Exercise directions ▸ For the material below, output exactly the span from the line with "italic ? SkFontStyle::kItalic_Slant" to the line with "SkPath result = *SkParsePath::FromSVGString(data);", including both, and nothing besides.

Provided material ▸
====================

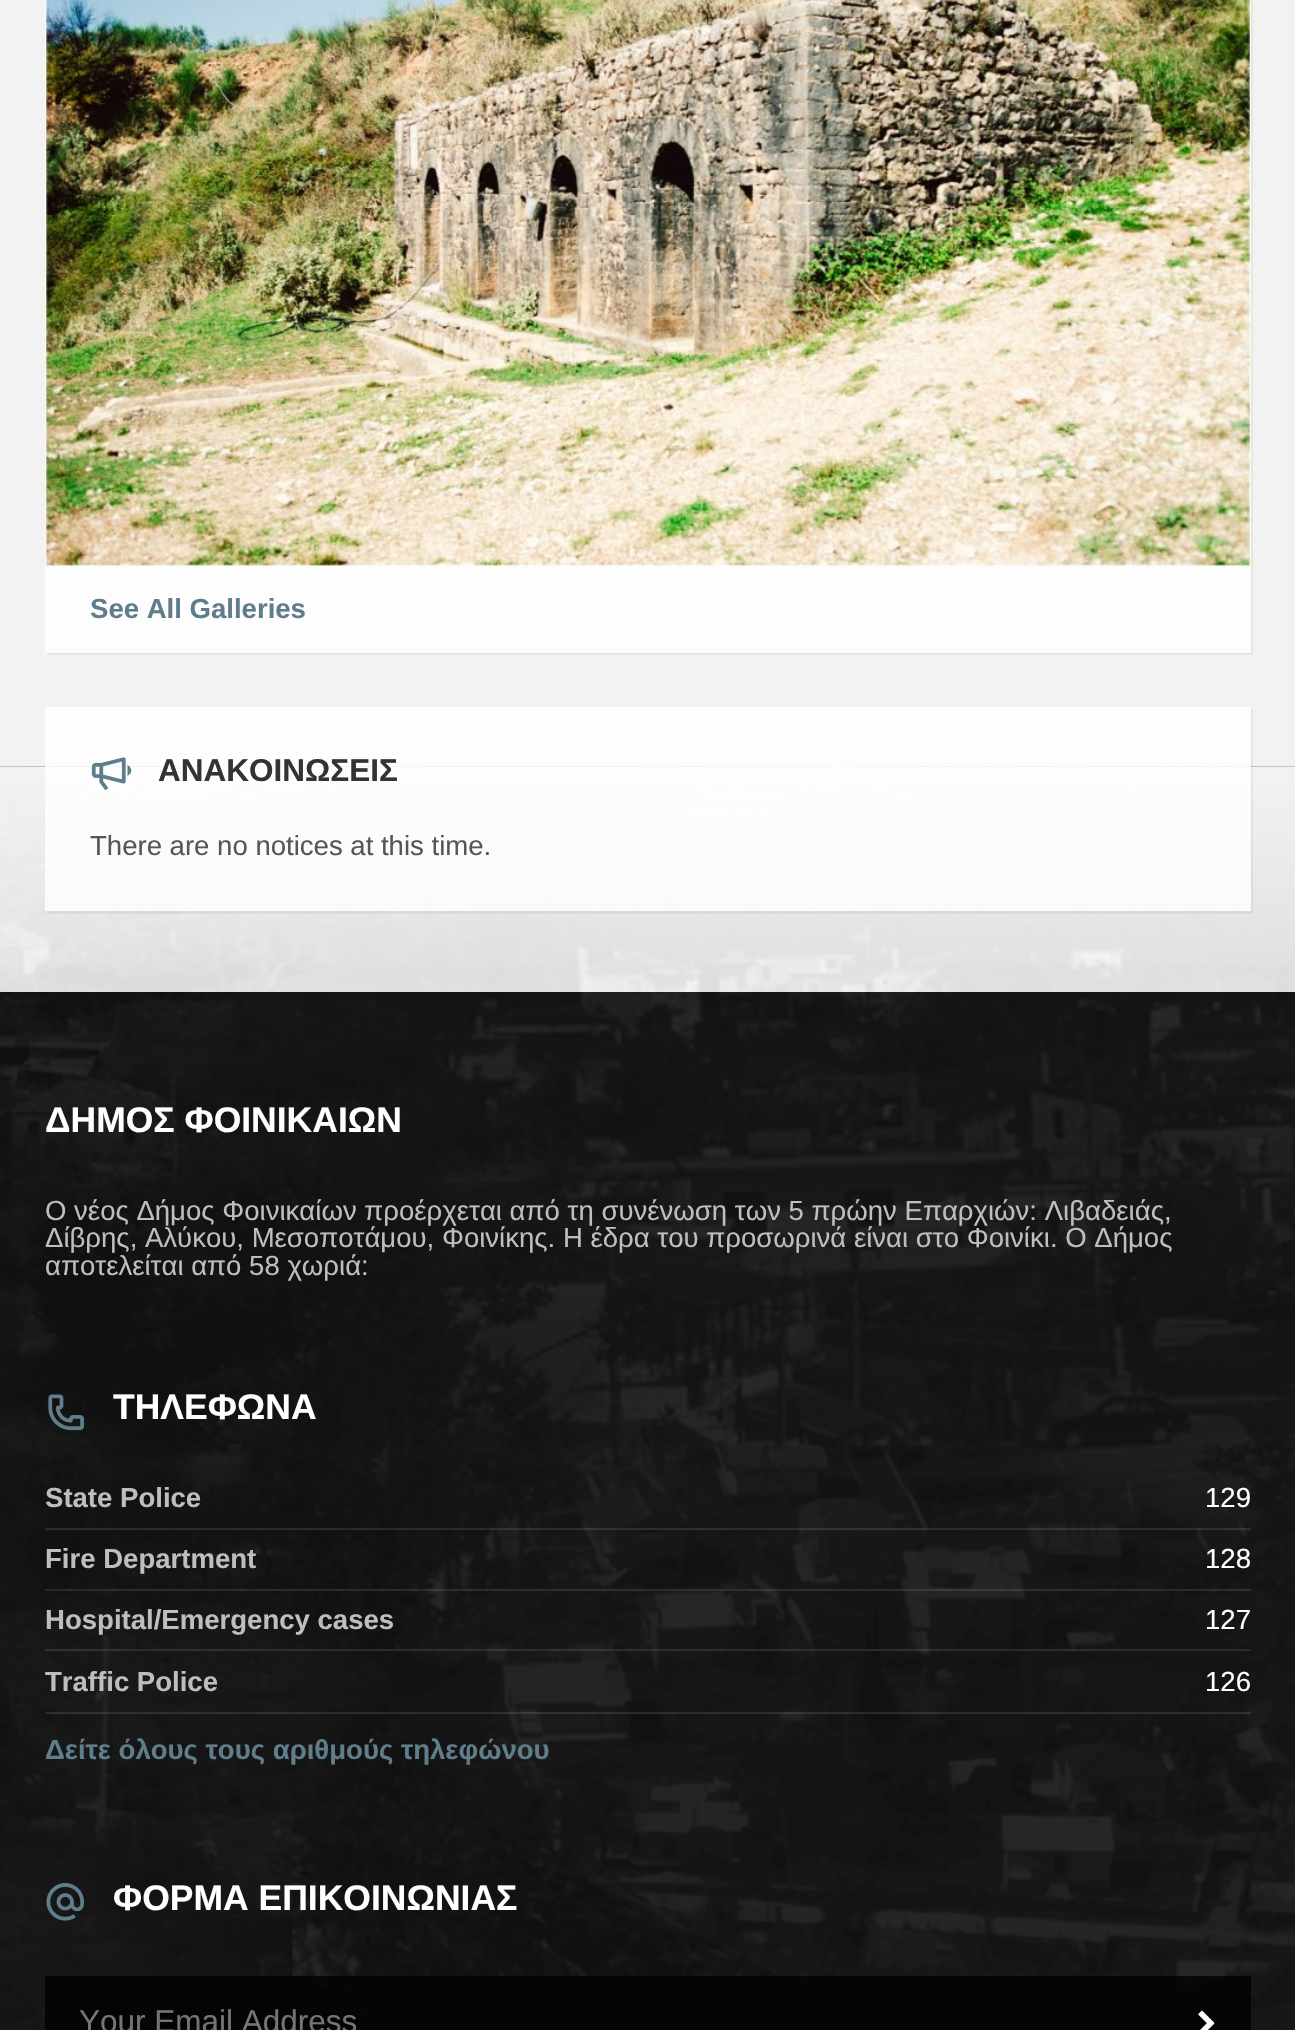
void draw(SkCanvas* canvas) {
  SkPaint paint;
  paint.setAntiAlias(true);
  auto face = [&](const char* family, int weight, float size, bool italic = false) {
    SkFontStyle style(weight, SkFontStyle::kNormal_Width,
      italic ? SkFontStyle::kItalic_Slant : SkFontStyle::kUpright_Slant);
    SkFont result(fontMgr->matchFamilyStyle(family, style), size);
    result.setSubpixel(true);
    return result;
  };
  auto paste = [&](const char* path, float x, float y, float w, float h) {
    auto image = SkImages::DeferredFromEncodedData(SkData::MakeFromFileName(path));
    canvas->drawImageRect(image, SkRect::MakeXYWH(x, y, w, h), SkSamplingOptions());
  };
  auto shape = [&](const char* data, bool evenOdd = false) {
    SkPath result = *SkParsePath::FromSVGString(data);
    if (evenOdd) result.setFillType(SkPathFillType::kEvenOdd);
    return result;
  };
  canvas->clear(0xfff2f2f2);
  paint.setColor(0xffe6e6e6);
  canvas->drawPath(shape("M47 652V655H1253V-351H1251V652Z"), paint);
  paint.setColor(0xccffffff);
  canvas->drawRect(SkRect::MakeXYWH(45, 566, 1206, 87), paint);
  paste("img/1.png", 45, 0, 1206, 567);
  paste("img/3.png", 0, 766, 1295, 1264);
  paint.setColor(0xe6f2f2f2);
  canvas->drawRect(SkRect::MakeXYWH(0, 768, 1295, 224), paint);
  {
    const SkColor colors[] = {0xfff2f2f2, 0x00f2f2f2};
    const float stops[] = {0, 1};
    const SkPoint ends[] = {{648, 767}, {648, 992}};
    paint.setShader(SkGradientShader::MakeLinear(ends, colors, stops, 2, SkTileMode::kClamp));
    paint.setAlpha(255);
  }
  canvas->drawRect(SkRect::MakeXYWH(0, 767, 1295, 199), paint);
  paint.setShader(nullptr);
  paint.setColor(0x0d000000);
  canvas->drawPath(shape("M47 911V914H1253V709H1251V911Z"), paint);
  paint.setColor(0xccffffff);
  canvas->drawRect(SkRect::MakeXYWH(45, 707, 1206, 204), paint);
  paste("img/2.png", 91, 757, 41, 34);
  paint.setColor(0xe6111111);
  canvas->drawRect(SkRect::MakeXYWH(0, 992, 1295, 1038), paint);
  paste("img/4.png", 48, 1394, 36, 37);
  {
    const struct { float x, y, w, h; SkColor color; } items[] = {
      {45, 1528, 603, 2, 0x1affffff},
      {648, 1528, 603, 2, 0x1affffff},
      {45, 1589, 603, 2, 0x1affffff},
      {648, 1589, 603, 2, 0x1affffff},
      {45, 1649, 603, 2, 0x1affffff},
      {648, 1649, 603, 2, 0x1affffff},
      {45, 1712, 1206, 2, 0x1affffff},
    };
    for (auto [x, y, w, h, color] : items) {
      paint.setColor(color);
      canvas->drawRect(SkRect::MakeXYWH(x, y, w, h), paint);
    }
  }
  paste("img/5.png", 46, 1883, 38, 38);
  paint.setColor(0xcc000000);
  canvas->drawRect(SkRect::MakeXYWH(45, 1976, 1206, 54), paint);
  paste("img/6.png", 1198, 2010, 17, 20);
  auto f0 = face("Liberation Sans", 700, 27.55f);
  paint.setColor(0xff607d8b);
  canvas->drawString("See All Galleries", 90, 618, f0, paint);
  auto f1 = face("Liberation Sans", 700, 31.5f);
  paint.setColor(0xff333333);
  canvas->drawString("ΑΝΑΚΟΙΝΩΣΕΙΣ", 158, 781, f1, paint);
  auto f2 = face("Liberation Sans", 400, 27.55f);
  paint.setColor(0xff565656);
  canvas->drawString("There are no notices at this time.", 90, 855, f2, paint);
  auto f3 = face("Liberation Sans", 700, 35.5f);
  paint.setColor(0xffffffff);
  canvas->drawString("ΔΗΜΟΣ ΦΟΙΝΙΚΑΙΩΝ", 45, 1132, f3, paint);
  paint.setColor(0xffbebebe);
  {
    const struct { const char* s; float x, y; } items[] = {
      {"Ο νέος Δήμος Φοινικαίων προέρχεται από τη συνένωση των 5 πρώην Επαρχιών: Λιβαδειάς,", 45, 1220},
      {"Δίβρης, Αλύκου, Μεσοποτάμου, Φοινίκης. Η έδρα του προσωρινά είναι στο Φοινίκι. Ο Δήμος", 45, 1247},
      {"αποτελείται από 58 χωριά:", 45, 1275},
    };
    for (auto [s, x, y] : items) {
      canvas->drawString(s, x, y, f2, paint);
    }
  }
  paint.setColor(0xffffffff);
  canvas->drawString("ΤΗΛΕΦΩΝΑ", 113, 1419, f3, paint);
  paint.setColor(0xffbebebe);
  canvas->drawString("State Police", 45, 1507, f0, paint);
  paint.setColor(0xffffffff);
  canvas->drawString("129", 1205, 1507, f2, paint);
  paint.setColor(0xffbebebe);
  canvas->drawString("Fire Department", 45, 1568, f0, paint);
  paint.setColor(0xffffffff);
  canvas->drawString("128", 1205, 1568, f2, paint);
  paint.setColor(0xffbebebe);
  canvas->drawString("Hospital/Emergency cases", 45, 1629, f0, paint);
  paint.setColor(0xffffffff);
  canvas->drawString("127", 1205, 1629, f2, paint);
  paint.setColor(0xffbebebe);
  canvas->drawString("Traffic Police", 45, 1691, f0, paint);
  paint.setColor(0xffffffff);
  canvas->drawString("126", 1205, 1691, f2, paint);
  paint.setColor(0xff607d8b);
  canvas->drawString("Δείτε όλους τους αριθμούς τηλεφώνου", 45, 1759, f0, paint);
  paint.setColor(0xffffffff);
  canvas->drawString("ΦΟΡΜΑ ΕΠΙΚΟΙΝΩΝΙΑΣ", 113, 1910, f3, paint);
  auto f4 = face("Liberation Sans", 400, 31.5f);
  paint.setColor(0xff757575);
  canvas->drawString("Your Email Address", 79, 2032, f4, paint);
}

====================

Exercise response ▸
      italic ? SkFontStyle::kItalic_Slant : SkFontStyle::kUpright_Slant);
    SkFont result(fontMgr->matchFamilyStyle(family, style), size);
    result.setSubpixel(true);
    return result;
  };
  auto paste = [&](const char* path, float x, float y, float w, float h) {
    auto image = SkImages::DeferredFromEncodedData(SkData::MakeFromFileName(path));
    canvas->drawImageRect(image, SkRect::MakeXYWH(x, y, w, h), SkSamplingOptions());
  };
  auto shape = [&](const char* data, bool evenOdd = false) {
    SkPath result = *SkParsePath::FromSVGString(data);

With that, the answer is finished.